**Work instruction:** Take each line of the records below that contains the string "Lucas" and copy it.

**Records for the task:**
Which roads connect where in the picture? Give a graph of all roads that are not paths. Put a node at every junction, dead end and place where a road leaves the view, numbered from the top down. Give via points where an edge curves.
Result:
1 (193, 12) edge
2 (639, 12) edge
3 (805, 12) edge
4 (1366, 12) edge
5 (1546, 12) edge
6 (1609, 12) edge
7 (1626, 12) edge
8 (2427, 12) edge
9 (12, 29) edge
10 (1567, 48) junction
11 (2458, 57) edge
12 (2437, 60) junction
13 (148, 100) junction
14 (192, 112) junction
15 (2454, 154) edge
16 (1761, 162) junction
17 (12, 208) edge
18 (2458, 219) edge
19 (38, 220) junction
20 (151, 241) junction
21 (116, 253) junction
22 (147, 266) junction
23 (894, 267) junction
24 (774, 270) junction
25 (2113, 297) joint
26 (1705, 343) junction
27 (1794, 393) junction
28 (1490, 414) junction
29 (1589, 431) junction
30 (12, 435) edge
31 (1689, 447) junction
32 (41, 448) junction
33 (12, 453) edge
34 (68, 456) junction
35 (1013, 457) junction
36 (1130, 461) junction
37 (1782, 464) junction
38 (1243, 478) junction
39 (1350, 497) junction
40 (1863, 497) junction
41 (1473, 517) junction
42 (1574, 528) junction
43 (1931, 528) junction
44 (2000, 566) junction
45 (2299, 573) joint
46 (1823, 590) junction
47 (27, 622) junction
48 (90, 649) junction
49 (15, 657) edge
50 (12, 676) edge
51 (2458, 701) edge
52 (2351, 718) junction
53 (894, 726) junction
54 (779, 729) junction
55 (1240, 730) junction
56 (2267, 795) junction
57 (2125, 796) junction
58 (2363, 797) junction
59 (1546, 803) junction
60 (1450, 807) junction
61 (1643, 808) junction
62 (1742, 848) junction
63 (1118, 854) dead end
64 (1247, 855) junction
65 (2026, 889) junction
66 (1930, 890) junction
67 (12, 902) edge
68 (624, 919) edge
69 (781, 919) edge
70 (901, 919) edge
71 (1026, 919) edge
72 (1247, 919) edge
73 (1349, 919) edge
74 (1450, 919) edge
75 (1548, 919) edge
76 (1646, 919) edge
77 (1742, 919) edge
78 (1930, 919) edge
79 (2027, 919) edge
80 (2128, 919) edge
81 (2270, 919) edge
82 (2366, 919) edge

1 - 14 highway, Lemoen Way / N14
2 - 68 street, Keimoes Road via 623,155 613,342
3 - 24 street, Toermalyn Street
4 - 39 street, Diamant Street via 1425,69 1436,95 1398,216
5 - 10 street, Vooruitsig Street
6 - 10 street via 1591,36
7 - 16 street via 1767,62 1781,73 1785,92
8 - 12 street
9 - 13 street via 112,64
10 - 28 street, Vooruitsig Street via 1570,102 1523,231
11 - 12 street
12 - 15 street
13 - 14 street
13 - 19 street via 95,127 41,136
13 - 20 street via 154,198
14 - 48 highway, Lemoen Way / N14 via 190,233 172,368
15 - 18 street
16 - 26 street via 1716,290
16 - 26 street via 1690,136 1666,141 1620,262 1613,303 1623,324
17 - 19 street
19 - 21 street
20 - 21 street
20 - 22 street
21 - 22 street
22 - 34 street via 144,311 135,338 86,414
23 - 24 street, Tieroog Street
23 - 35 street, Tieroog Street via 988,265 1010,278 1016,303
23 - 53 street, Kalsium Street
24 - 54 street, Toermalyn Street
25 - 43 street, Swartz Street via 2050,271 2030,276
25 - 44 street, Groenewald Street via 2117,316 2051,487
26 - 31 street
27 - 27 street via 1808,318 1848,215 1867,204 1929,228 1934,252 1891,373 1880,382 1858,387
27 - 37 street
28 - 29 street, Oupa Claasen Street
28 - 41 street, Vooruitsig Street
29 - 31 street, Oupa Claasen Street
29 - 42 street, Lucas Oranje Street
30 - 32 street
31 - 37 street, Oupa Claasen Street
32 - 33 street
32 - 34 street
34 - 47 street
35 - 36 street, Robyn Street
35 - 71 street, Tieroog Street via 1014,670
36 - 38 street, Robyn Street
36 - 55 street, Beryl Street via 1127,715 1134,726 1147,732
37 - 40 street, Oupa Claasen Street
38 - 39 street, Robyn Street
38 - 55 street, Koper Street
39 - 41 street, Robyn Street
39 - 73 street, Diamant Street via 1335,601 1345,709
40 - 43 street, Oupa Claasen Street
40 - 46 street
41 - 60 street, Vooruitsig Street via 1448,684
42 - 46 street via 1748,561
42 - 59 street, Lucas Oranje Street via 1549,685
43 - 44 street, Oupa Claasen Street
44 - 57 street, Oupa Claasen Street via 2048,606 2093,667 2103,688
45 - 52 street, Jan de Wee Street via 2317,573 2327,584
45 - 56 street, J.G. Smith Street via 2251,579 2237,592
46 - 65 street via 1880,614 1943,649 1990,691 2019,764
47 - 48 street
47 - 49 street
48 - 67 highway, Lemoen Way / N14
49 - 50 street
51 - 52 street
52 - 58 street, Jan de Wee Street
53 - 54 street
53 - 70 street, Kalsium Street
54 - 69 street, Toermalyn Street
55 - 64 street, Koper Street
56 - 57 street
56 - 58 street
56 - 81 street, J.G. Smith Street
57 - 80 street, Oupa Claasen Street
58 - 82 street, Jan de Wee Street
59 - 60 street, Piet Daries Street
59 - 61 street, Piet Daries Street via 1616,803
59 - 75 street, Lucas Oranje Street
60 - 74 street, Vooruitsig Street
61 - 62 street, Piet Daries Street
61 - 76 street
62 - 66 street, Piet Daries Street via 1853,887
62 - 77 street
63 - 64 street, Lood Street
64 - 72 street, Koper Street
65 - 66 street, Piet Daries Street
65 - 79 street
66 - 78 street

**Reply:**
29 - 42 street, Lucas Oranje Street
42 - 59 street, Lucas Oranje Street via 1549,685
59 - 75 street, Lucas Oranje Street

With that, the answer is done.